The leader of Turkey’s far-right Nationalist Movement Party (MHP) has spoken approvingly of a racist attack on Sunday in western Turkey on Amedspor, a football team from the predominantly Kurdish province of Diyarbakır, according to Turkish media.
Football fans who sat in front of their televisions on Sunday evening to watch a game between Bursaspor in western Turkey and Amedspor witnessed violence and the chanting of anti-Kurdish slogans against Amedspor, with tensions always running high during matches between the two clubs.
Not only Bursaspor fans but also the team’s players and personnel were involved in the physical and verbal attacks on the players and fans of Amedspor before and after the match in Bursa.
Bursaspor fans threw a variety of objects including knives, bullets and water bottles onto the pitch before the match began while chanting racist slogans against Kurds, according to media reports.
MHP leader Devlet Bahçeli, an ally of President Recep Tayyip Erdoğan, who spoke at a party meeting and congratulated Bursaspor fans for what he called their “national stance,” accusing the “pro-terrorism” Amedspor fans of sparking a “provocation” in the stadium.
“As far as I’m concerned, there’s no place called Amed, so we can’t talk about Amedspor. I greet the Bursaspor fans here and congratulate them for their national stance,” said Bahçeli.
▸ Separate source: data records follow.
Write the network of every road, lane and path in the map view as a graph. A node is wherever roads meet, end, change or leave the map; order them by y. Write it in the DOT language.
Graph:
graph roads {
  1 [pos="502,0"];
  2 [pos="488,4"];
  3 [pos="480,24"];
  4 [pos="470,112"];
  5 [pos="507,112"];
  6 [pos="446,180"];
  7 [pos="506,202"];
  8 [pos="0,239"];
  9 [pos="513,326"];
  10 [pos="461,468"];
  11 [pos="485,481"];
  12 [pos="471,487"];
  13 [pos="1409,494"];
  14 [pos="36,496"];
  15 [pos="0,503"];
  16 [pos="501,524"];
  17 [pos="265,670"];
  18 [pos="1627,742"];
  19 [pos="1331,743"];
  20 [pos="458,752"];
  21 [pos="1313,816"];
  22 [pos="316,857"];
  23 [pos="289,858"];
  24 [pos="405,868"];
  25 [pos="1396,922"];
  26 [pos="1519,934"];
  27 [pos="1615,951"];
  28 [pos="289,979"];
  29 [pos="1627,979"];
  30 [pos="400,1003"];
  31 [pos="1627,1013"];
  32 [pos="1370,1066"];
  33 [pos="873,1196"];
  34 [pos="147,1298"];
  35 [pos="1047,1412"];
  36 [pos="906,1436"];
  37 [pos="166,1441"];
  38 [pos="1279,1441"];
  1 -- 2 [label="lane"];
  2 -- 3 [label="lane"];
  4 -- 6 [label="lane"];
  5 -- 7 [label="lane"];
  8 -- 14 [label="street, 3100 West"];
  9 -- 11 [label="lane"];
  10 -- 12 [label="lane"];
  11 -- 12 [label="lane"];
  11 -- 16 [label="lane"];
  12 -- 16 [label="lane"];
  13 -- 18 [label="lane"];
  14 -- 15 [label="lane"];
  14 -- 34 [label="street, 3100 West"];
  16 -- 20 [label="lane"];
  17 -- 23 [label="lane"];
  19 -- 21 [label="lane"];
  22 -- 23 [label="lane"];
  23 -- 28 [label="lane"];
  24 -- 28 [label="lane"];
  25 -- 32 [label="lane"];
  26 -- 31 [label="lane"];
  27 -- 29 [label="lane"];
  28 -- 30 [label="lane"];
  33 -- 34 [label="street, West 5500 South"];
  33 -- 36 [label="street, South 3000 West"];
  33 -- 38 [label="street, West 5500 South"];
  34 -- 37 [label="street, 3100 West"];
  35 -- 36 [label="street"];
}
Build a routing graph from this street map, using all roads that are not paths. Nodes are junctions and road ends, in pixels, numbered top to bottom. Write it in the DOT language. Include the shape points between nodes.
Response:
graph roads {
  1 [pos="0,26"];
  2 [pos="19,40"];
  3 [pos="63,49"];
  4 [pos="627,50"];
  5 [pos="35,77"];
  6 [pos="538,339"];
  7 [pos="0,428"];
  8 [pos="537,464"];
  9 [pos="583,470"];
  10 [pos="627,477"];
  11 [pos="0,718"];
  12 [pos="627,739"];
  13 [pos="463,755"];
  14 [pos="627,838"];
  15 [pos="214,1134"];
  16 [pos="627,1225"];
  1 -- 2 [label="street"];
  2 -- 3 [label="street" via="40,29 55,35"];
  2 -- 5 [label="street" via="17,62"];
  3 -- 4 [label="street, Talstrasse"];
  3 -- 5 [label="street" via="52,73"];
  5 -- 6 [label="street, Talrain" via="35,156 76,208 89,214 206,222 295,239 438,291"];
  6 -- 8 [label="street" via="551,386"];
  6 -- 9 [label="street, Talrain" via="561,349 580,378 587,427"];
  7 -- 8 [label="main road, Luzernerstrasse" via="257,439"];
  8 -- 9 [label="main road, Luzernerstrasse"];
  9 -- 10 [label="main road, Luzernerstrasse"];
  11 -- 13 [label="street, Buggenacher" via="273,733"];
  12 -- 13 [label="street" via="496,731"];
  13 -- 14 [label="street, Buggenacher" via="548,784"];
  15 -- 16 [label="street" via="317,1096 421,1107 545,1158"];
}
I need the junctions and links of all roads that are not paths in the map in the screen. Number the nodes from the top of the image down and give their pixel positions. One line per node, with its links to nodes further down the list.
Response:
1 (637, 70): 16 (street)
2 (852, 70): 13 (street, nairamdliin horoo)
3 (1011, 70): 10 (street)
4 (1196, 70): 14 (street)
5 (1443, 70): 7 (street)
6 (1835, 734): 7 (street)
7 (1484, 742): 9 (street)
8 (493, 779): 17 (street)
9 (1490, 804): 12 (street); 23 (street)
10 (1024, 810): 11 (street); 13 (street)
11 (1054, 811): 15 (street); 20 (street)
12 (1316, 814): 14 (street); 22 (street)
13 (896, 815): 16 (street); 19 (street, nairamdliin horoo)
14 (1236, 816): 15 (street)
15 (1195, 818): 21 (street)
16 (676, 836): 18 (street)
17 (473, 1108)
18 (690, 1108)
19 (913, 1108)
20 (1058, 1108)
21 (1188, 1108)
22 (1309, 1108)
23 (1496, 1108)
Amedspor changed its name in 2014 from Diyarbakırspor to Amedspor, as Amed refers to Diyarbakır in Kurdish. The football team has since then faced several racist attacks during its away games by fans of other football clubs, especially those in Bursaspor, accusing them of supporting the outlawed Kurdistan Workers’ Party (PKK), listed as a terrorist organization by Turkey and much of the international community.
It is common for Kurds in Turkey to face racist attacks and accusations of links to the PKK, which has been waging a bloody war in the country’s southeast since 1984.
Meanhwile, Bahçeli’s remarks attracted criticism from Pervin Buldan, the co-chairperson of the pro-Kurdish Peoples’ Democratic Party (HDP), who attended her party’s parliamentary group meeting wearing an Amedspor scarf.
She accused Bahçeli of approving of the racist attacks and shadowy gangs of the 1990s while denying the existence of Amed.
“Amed exists, and it will continue to exist. Amedspor exists, and it will continue to exist. Amedspor will continue to score goals. What won’t exist and will leave [power] is in the elections is you,” said Buldan.
In addition to staging physical and verbal attacks on Amedspor football players and fans, some Bursaspor fans waved controversial banners and posters during the match representing the extrajudicial killings and abductions that had taken place in Turkey’s southeast during the 1990s, at the height of the Turkish-Kurdish conflict.